Um salto para o futuro

Político habilidoso e carismático, Juscelino Kubitschek obteve êxitos na execução de seu ambicioso Plano de Metas. Mas enfrentou acusações de entreguismo e corrupção.

Vânia Maria Losada Moreira

                “Cinquenta anos em cinco" foi o slogan da campanha presidencial de Juscelino Kubitschek, em 1955. O lema propunha de forma sugestiva uma ideia que se tornou central para compreender o seu governo (1956- 1961): a de que por meio do planejamento econômico e de investimentos públicos e privados nos setores corretos da economia era possível realizar, em um mandato presidencial, então de cinco anos, a rápida industrialização do país, superando o subdesenvolvimento, a pobreza e as desigualdades sociais.


               O ambicioso projeto de JK ficou conhecido como desenvolvimentismo e se baseava no Plano de Metas, um programa de investimentos dividido em trinta itens, distribuídos entre os setores de energia, transporte, alimentação, indústria de base e educação.
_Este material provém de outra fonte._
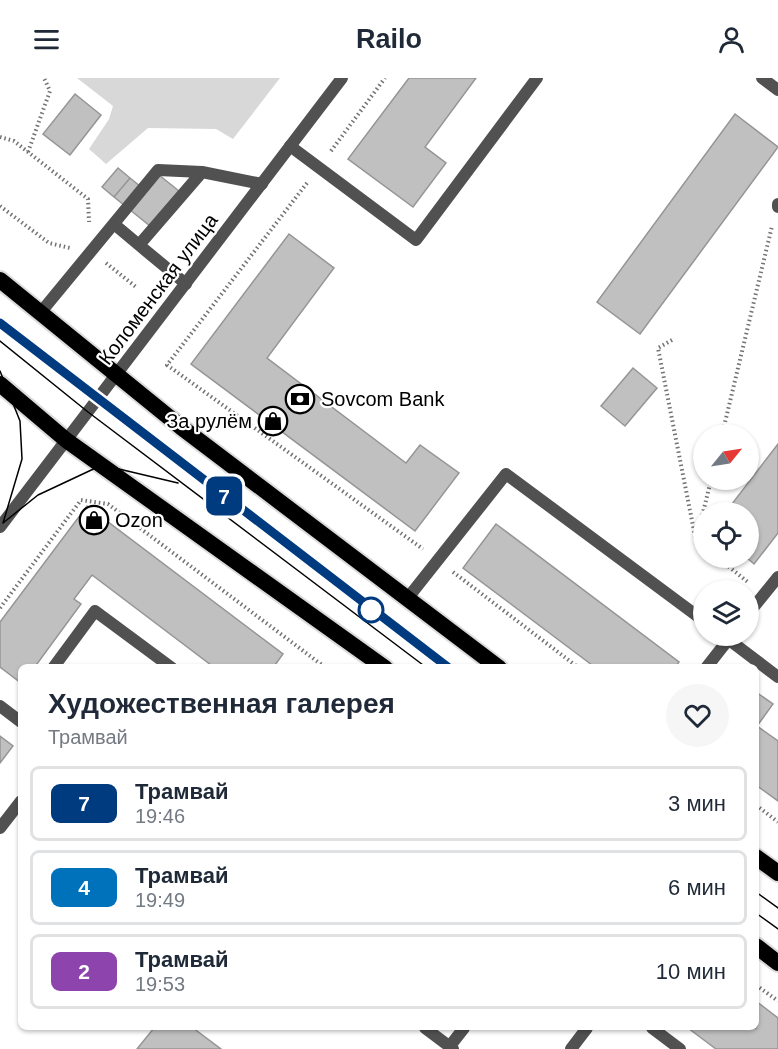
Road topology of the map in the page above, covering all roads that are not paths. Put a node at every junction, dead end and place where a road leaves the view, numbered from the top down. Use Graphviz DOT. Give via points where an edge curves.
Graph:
graph roads {
  1 [pos="342,78"];
  2 [pos="537,78"];
  3 [pos="762,78"];
  4 [pos="778,90"];
  5 [pos="290,146"];
  6 [pos="202,172"];
  7 [pos="262,184"];
  8 [pos="114,224"];
  9 [pos="139,245"];
  10 [pos="0,280"];
  11 [pos="186,284"];
  12 [pos="41,312"];
  13 [pos="118,374"];
  14 [pos="0,384"];
  15 [pos="66,440"];
  16 [pos="2,525"];
  17 [pos="778,577"];
  18 [pos="407,599"];
  19 [pos="759,601"];
  20 [pos="693,613"];
  21 [pos="722,646"];
  22 [pos="739,646"];
  23 [pos="56,664"];
  24 [pos="167,664"];
  25 [pos="379,664"];
  26 [pos="494,664"];
  27 [pos="709,664"];
  28 [pos="778,677"];
  29 [pos="0,706"];
  30 [pos="18,716"];
  31 [pos="18,805"];
  32 [pos="0,828"];
  33 [pos="759,859"];
  34 [pos="778,873"];
  35 [pos="759,948"];
  36 [pos="778,963"];
  37 [pos="428,1030"];
  38 [pos="463,1030"];
  39 [pos="585,1030"];
  40 [pos="655,1030"];
  41 [pos="452,1048"];
  42 [pos="571,1049"];
  43 [pos="680,1049"];
  1 -- 5 [label="street, Коломенская улица"];
  2 -- 5 [label="street" via="416,240"];
  3 -- 4 [label="street"];
  5 -- 7 [label="street, Коломенская улица"];
  6 -- 7 [label="street"];
  6 -- 8 [label="street" via="158,170"];
  6 -- 9 [label="street"];
  7 -- 11 [label="street, Коломенская улица"];
  8 -- 9 [label="street"];
  8 -- 12 [label="street"];
  9 -- 11 [label="street"];
  10 -- 12 [label="highway"];
  11 -- 13 [label="street, Коломенская улица"];
  12 -- 13 [label="highway"];
  13 -- 15 [label="street, Коломенская улица"];
  13 -- 18 [label="highway" via="181,427"];
  14 -- 15 [label="highway"];
  15 -- 16 [label="street, Коломенская улица"];
  15 -- 25 [label="highway"];
  17 -- 19 [label="street"];
  18 -- 20 [label="street" via="506,474"];
  18 -- 26 [label="highway"];
  21 -- 27 [label="street"];
  22 -- 28 [label="street"];
  23 -- 24 [label="street" via="95,611"];
  29 -- 30 [label="street"];
  31 -- 32 [label="street"];
  33 -- 34 [label="highway"];
  35 -- 36 [label="highway"];
  37 -- 41 [label="street"];
  38 -- 41 [label="street"];
  39 -- 42 [label="street"];
  40 -- 43 [label="street"];
}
A construção de Brasília só foi incorporada ao programa durante a campanha presidencial, mas rapidamente se transformou em uma das prioridades de JK, que a definiu como "a grande meta de integração nacional". Para alcançar o salto industrial almejado, o Plano incentivava os investimentos nacionais e estrangeiros, procurando ampliar o parque produtivo, além de prever grandes investimentos estatais em rodovias, ferrovias, portos, refinamento de petróleo e na geração de energia elétrica.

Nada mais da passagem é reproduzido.